At the start of the Restraint Debrief Volunteer offer we didn’t have an embedded marketing and communications plan but on reflection it’s key to ensure that staff understand the project, to allay any fears about the project, answer questions and ensure they understand their part in it. We now this in place. We visit the Wards staff business meeting and a patient community meeting prior to starting on a new ward and go back to wards where we already offer debrief to provide learning from the project and awareness of the project to new staff and patients. This allows more effective and open communication channels with both staff and patients.

Budget

In addition to the Voluntary Services Manager post the funding we received from Helpforce has enabled us put in place a Project Manager. The Project Manager generally looks after the day to day running of the Debrief service, supports the debrief volunteers, enables the collation the value learning from patients voices to share with colleagues, checks that the patient voice is reaching their care plan and allows us to measure the impact of the intervention.

A co-ordinator or project manager post has proved essential in scaling the debrief offer as the VSM has responsibility for managing and growing the whole trust volunteer service and lacks the resource and capacity to do everything that is required. As a result C&I are planning to have this co-ordinator type post made permanent.

Having budget for an administrator has also allowed us to quicken up our recruitment process and support applicants with lived experience through the process. It also helps us build more supportive and stronger relationships with volunteer applicants coming through.

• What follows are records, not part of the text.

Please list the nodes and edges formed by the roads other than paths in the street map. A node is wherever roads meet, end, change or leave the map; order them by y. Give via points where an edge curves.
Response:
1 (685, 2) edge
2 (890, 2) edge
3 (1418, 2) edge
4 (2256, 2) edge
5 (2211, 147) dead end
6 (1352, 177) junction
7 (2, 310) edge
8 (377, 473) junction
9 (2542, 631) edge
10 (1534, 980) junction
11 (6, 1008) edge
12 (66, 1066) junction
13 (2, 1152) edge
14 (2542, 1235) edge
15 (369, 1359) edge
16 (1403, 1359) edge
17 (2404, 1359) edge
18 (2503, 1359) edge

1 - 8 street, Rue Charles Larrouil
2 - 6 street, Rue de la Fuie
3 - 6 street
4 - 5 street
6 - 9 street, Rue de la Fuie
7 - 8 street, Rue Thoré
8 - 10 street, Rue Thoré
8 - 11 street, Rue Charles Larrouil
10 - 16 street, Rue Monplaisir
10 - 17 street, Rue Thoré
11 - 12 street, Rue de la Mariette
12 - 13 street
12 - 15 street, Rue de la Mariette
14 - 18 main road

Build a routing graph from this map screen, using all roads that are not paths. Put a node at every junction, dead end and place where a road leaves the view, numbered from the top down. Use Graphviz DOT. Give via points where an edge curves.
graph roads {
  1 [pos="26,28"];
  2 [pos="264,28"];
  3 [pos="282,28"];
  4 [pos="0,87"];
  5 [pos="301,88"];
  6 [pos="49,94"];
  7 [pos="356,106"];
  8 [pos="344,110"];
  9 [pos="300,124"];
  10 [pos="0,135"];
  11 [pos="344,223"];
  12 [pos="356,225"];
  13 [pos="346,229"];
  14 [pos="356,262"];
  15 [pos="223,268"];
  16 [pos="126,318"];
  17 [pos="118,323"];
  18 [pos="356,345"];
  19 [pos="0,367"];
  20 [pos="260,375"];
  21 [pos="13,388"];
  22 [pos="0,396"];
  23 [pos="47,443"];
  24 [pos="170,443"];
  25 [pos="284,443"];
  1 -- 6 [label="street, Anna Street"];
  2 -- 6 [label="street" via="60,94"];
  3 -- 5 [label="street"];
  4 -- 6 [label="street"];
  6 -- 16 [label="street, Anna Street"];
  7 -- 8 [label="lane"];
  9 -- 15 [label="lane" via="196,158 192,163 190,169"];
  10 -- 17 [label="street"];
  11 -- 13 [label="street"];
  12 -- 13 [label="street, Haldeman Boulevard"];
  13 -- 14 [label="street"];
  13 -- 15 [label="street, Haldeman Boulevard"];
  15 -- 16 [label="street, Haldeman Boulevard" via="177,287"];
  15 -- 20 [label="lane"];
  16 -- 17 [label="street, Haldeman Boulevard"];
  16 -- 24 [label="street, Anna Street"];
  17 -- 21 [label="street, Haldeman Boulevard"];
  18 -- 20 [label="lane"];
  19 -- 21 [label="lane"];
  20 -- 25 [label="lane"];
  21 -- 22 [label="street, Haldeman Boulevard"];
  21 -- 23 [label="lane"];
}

We also plan to have some administration support going forward to continue this.

Finally we have also set up Reflective Practice sessions with our Lead Psychologist for volunteers to ensure that they have space outside of the steering group and management support mechanisms where they can talk about their experiences together in a safe space. It’s a confidential space but if they want information from these sessions to feed in to other areas they can agree this between them. As our debrief volunteers are discussing such sensitive subjects with patients and things that might be triggering for them these session are essential for helping us support volunteer wellbeing. We will continue with these and our Lead Psychologist will be building this into their teams work going forward as well as picking up individual sessions if there becomes a need for this.